The face of America is changing—Gen Z is the most multicultural generation to date. Once upon a time, general market marketing campaigns were the norm. They aimed to reach as many people as possible—while failing to take into account the unique cultures, values, languages, communication styles, and media consumption habits of millions of multicultural Americans.

Suffice to say, this marketing strategy simply doesn’t cut it in modern America. Not only that, but a single-faceted, broad-spectrum marketing strategy can do significant damage to a brand. 

That’s where diversity marketing comes in.

What is diversity marketing?

Diversity marketing refers to any marketing strategy that recognizes the differences within the subgroups of a target market, including: age, gender, disability, religion, ethnicity, and sexual identity. Multicultural marketing, more specifically, refers to a marketing strategy that recognizes the differences in culture and ethnicities of a target market.

Successful inclusive marketing campaigns aim to break advertising norms by highlighting people or groups that may be under- or misrepresented. Accurate representation allows for your target consumers to feel seen, heard, and understood—and enables them to trust your brand and personally identify with your products.

Read next: 6 Examples of Brands Who Got Multicultural Marketing Right

Tips for your diversity marketing strategy:

1. Marketing to Gen Z requires diversity marketing

Most brands are trying to target the coveted Gen Z audience—but not all know how. The secret? It’s nailing your diversity marketing strategy. Here’s why:

Gen Z is more diverse than any other generation before them. The majority of Gen Z teens are non-white (52% according to Refuel’s Gen Z Explorer Series™), compared to 29% non-white members of the Baby Boomer generation. This generation views diversity and inclusion not as an aspiration, but as their normal. In his TedX talk, Jason Dorsey explains that, “They are so diverse that they don’t see diversity… unless it’s absent.”  

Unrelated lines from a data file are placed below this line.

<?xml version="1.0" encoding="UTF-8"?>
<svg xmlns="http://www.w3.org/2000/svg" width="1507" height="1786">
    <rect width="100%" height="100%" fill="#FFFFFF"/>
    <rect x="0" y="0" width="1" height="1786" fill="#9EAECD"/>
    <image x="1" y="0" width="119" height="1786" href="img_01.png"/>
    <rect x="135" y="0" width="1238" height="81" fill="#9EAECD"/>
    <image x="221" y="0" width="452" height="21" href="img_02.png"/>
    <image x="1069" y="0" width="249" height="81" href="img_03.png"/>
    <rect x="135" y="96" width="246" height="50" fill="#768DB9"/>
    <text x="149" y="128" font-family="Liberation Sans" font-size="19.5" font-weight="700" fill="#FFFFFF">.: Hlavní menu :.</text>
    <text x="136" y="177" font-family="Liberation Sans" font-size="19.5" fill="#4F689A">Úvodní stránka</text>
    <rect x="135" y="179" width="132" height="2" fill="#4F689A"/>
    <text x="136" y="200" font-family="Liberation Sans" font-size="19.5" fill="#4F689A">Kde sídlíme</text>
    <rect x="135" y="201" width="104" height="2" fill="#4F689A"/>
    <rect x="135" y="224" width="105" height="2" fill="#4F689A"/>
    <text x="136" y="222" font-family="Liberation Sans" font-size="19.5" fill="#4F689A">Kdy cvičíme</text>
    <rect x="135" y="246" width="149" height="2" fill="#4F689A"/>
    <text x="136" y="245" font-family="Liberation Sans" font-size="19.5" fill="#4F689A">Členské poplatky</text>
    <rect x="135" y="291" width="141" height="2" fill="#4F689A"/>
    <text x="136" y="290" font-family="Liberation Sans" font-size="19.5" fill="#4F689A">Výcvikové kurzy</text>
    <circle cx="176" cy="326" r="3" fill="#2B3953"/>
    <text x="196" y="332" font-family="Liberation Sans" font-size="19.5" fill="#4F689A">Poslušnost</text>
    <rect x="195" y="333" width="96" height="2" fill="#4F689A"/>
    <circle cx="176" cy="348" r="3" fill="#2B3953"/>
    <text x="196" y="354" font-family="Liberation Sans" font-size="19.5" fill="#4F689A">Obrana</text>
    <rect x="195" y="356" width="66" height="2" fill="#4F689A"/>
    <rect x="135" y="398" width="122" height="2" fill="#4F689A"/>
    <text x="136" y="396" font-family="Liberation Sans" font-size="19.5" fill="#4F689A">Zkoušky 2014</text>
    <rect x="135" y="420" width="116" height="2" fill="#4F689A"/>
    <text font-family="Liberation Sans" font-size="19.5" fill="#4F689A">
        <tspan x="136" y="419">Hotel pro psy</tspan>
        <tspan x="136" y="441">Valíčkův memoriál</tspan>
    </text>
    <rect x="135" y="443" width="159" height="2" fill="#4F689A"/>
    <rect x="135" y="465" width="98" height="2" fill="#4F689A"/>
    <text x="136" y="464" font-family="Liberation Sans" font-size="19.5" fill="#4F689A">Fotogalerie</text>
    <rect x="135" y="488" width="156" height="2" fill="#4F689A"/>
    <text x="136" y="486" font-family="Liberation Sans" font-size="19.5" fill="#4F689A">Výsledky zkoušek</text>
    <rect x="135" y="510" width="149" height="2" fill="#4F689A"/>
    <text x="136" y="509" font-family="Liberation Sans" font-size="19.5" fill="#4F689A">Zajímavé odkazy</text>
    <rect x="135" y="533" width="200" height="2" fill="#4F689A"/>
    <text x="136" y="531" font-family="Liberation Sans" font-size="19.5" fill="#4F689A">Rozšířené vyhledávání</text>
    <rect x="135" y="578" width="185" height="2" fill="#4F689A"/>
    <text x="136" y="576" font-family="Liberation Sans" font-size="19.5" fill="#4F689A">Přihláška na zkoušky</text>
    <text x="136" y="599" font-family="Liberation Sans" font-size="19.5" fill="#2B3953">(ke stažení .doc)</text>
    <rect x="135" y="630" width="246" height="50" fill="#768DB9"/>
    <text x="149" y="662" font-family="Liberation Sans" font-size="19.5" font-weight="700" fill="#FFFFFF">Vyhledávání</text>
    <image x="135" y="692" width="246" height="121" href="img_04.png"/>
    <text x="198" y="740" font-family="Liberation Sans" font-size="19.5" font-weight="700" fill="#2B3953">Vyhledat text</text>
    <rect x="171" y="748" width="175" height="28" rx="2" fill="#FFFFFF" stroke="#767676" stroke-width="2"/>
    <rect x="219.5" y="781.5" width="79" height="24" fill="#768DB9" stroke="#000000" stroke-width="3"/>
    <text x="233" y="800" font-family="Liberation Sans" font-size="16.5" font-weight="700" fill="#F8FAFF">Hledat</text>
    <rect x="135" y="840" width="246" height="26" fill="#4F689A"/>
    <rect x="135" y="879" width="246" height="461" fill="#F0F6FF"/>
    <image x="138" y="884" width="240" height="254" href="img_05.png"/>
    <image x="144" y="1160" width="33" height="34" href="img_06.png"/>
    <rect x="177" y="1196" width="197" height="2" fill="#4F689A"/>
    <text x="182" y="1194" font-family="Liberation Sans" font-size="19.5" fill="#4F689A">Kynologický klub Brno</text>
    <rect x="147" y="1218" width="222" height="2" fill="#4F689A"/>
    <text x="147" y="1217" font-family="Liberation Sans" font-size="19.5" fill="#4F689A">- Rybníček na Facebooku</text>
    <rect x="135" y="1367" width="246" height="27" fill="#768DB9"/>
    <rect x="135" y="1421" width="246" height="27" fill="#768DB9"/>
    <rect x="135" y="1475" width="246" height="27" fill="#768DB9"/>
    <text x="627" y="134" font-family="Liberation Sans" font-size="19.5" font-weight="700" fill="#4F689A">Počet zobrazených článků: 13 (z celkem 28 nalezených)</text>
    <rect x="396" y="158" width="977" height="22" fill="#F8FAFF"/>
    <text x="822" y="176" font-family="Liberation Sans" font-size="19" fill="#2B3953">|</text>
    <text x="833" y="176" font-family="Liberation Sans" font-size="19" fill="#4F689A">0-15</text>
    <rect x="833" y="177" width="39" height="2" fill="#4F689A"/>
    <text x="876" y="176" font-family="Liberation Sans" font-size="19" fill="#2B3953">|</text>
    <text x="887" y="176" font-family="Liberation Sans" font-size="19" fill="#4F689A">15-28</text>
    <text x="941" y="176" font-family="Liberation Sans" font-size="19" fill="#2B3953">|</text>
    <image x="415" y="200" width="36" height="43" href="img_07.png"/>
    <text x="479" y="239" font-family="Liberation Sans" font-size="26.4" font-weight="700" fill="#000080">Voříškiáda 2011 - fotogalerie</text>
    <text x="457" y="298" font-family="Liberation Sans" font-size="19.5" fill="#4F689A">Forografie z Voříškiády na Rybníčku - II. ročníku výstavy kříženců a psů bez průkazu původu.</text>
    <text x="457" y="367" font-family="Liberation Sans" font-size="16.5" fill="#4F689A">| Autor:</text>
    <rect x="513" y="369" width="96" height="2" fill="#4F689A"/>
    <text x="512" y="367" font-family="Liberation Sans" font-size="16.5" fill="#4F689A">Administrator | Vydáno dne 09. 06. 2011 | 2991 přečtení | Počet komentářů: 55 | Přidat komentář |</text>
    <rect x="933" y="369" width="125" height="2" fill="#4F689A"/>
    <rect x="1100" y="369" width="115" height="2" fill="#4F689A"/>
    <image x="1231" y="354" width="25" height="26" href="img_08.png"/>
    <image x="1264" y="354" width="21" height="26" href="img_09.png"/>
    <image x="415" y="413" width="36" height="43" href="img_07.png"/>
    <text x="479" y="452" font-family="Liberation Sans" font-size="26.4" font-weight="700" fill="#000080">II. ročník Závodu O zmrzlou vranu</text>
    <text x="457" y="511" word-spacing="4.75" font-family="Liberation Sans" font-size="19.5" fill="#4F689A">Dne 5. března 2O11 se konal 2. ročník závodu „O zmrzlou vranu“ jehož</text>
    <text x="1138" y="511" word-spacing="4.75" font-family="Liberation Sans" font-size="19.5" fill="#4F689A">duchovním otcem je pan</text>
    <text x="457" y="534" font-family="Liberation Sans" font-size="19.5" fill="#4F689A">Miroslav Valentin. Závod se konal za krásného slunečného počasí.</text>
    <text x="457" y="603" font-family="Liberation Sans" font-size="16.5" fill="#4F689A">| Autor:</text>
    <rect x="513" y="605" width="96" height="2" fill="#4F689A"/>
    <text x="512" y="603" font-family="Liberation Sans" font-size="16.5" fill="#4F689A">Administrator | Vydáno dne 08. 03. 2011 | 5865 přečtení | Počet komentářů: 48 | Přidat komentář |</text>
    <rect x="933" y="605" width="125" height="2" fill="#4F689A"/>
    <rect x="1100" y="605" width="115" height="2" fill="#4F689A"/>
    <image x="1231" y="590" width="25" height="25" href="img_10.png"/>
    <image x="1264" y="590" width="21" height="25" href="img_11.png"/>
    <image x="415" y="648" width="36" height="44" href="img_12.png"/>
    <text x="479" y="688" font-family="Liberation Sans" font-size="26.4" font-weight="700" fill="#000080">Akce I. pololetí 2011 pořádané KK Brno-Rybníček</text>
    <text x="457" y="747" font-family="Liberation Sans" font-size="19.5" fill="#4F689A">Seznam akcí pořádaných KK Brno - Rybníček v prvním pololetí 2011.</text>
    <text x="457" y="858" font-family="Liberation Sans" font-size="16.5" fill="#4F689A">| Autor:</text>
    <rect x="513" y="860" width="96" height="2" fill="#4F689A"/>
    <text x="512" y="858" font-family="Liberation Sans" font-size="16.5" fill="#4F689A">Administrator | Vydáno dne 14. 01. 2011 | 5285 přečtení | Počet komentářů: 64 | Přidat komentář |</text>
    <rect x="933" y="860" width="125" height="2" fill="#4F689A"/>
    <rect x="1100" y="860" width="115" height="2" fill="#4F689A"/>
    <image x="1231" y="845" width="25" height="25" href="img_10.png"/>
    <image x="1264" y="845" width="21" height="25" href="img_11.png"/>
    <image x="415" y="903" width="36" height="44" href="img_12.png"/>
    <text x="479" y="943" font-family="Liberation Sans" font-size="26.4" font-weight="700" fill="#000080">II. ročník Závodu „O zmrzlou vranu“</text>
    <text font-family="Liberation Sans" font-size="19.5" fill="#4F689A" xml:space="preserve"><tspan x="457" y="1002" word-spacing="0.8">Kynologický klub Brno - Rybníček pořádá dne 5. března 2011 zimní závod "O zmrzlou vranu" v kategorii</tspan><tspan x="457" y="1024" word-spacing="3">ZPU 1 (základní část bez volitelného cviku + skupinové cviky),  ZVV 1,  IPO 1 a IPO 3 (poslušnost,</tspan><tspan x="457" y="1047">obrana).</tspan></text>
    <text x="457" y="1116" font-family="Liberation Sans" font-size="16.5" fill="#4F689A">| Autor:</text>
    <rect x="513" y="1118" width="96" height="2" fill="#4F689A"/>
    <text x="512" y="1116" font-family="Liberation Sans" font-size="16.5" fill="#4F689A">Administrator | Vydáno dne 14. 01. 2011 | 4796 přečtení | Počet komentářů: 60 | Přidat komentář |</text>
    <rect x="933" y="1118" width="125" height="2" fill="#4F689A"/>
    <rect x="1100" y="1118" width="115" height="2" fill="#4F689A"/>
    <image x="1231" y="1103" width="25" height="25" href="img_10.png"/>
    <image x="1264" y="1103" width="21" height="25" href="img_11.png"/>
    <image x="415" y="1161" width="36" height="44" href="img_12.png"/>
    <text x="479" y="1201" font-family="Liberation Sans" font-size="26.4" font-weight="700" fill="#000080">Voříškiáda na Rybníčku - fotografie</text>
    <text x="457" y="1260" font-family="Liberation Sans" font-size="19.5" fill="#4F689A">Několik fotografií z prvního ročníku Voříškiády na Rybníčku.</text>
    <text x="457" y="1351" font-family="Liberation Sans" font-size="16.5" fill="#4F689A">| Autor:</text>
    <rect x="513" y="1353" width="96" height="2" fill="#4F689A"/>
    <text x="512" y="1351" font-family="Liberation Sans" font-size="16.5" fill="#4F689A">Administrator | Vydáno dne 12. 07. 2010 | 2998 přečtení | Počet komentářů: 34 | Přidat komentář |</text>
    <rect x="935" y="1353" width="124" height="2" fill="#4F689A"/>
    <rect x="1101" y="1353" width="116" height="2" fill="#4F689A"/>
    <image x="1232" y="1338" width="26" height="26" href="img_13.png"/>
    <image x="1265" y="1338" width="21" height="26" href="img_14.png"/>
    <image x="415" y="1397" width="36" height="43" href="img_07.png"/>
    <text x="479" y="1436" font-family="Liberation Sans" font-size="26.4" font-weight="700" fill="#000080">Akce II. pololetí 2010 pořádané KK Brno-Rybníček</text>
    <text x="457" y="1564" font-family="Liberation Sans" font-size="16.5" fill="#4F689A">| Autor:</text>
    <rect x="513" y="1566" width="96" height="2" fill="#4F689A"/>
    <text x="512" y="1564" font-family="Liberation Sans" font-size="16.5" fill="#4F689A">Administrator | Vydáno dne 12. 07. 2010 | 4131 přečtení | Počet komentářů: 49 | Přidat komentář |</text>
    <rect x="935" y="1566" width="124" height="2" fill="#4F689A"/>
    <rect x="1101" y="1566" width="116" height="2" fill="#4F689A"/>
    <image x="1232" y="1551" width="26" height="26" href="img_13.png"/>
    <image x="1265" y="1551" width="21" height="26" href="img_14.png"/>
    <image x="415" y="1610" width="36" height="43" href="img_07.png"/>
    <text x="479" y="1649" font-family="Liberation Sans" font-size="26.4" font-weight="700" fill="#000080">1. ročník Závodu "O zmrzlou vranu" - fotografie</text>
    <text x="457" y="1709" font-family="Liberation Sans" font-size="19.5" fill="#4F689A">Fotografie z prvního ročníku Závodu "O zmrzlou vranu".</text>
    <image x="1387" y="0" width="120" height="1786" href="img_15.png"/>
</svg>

When communicating with and marketing to this generation, your brand doesn’t have the option of not representing the diverse world into which Gen Z was born. Gen Zers support brands that showcase and celebrate the diversity they see in their own generation. A perfect example of a brand that celebrates diversity at their very core is Fluide Beauty, a “collection of colorful, cruelty-free makeup for all gender expressions, gender identities, and skin tones”. This is Gen Z branding at its finest.

Read next: The Ultimate Guide to Marketing to Gen Z

2. Culture speaks louder than words

Many brands think that advertising to diverse audiences requires advertising in languages native to your target audience—especially in the case of marketing to Hispanic audiences. 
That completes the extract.